Per Stiglitz, ex capo economista della Banca Mondiale, il risultato sarà deleterio e innescherà una nuova corsa al ribasso: “Se annunci un minimo globale del 15% temo che quello diventerà il massimo“. E anche in questo caso c’è un grave problema di distribuzione dei proventi: più di due terzi del gettito finirà all’erario dei Paesi del G7 e Ue, mentre stando ai calcoli di Oxfam i Paesi poveri che contano più di un terzo della popolazione mondiale vedranno solo il 3% dei ricavi.

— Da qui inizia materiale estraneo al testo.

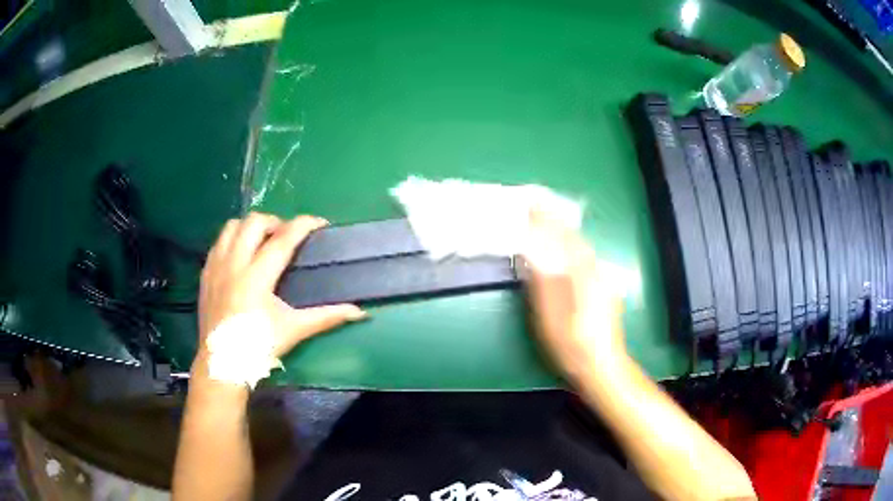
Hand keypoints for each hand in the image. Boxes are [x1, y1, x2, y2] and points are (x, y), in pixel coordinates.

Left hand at [195, 213, 366, 368]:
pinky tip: (241, 256)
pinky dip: (232, 240)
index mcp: (257, 277)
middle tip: (286, 236)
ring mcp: (216, 266)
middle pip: (254, 222)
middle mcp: (234, 264)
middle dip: (275, 222)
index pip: (283, 239)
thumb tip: (360, 312)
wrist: (223, 363)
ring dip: (250, 227)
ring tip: (261, 242)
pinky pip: (218, 242)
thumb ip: (327, 317)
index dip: (303, 225)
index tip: (319, 223)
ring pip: (232, 226)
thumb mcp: (294, 330)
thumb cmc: (259, 347)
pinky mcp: (206, 273)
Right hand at [522, 210, 626, 380]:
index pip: (559, 235)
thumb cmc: (571, 343)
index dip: (544, 217)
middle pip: (572, 236)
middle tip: (536, 204)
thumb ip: (542, 279)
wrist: (601, 365)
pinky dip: (572, 246)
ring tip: (547, 220)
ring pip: (580, 246)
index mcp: (580, 272)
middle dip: (554, 218)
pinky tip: (566, 249)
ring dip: (563, 230)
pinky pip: (585, 257)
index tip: (530, 199)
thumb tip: (532, 247)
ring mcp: (601, 278)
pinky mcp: (604, 288)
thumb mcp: (549, 314)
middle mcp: (594, 268)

Paesi in via di sviluppo “pressati” per farli aderire – “E’ sicuramente un progresso il fatto che 140 Paesi si accordino sulla redistribuzione dei profitti globali ai fini della tassazione”, concede Mikhail Maslennikov, che per Oxfam segue i dossier relativi a giustizia fiscale e disuguaglianze socio-economiche, “ma la porzione redistribuita sarà residuale e gli impatti distributivi molto limitati. Servirebbe almeno una certa gradualità nel passaggio a questa nuova formula dalle web tax nazionali, di cui l’intesa proibisce l’applicazione a tutte le multinazionali e non solo a quelle coinvolte dal Pillar 1. Perché i Paesi in via di sviluppo devono cedere gettito certo per passare a questa fonte di ricavi non certa?”. Quanto al secondo pilastro, l’aliquota minima globale, “saranno possibili deduzioni tali per cui si scenderà tranquillamente sotto il 15%. E il grosso dell’extra gettito andrà ai Paesi di residenza delle multinazionali”. Questo perché una multinazionale che ottenga di pagare pochissimo in un paradiso fiscale – dentro o fuori dall’Ue – dovrà versare ciò che manca per arrivare al 15% alla nazione dove ha il quartier generale: nella maggior parte dei casi sono gli Usa e in misura molto minore l’Ue e gli Stati asiatici sviluppati.
A conti fatti, secondo Oxfam si tratta di un accordo “fatto dai ricchi, per i ricchi”. I Paesi poveri, che resteranno a bocca asciutta o quasi, sono stati messi sotto pressione per indurli a firmare. Come? Per esempio agitando lo spauracchio di confinarli nella blacklist europea dei paradisi fiscali. L’organizzazione non governativa, in una nota, “condanna il bullismo dei Paesi Ocse nei confronti di quelli meno sviluppati condotto attraverso minacce di sanzioni commerciali e liste nere”. E auspica che sia lasciata libertà di non aderire a uno o ad entrambi i pilastri agli Stati che li valutassero dannosi per la loro economia.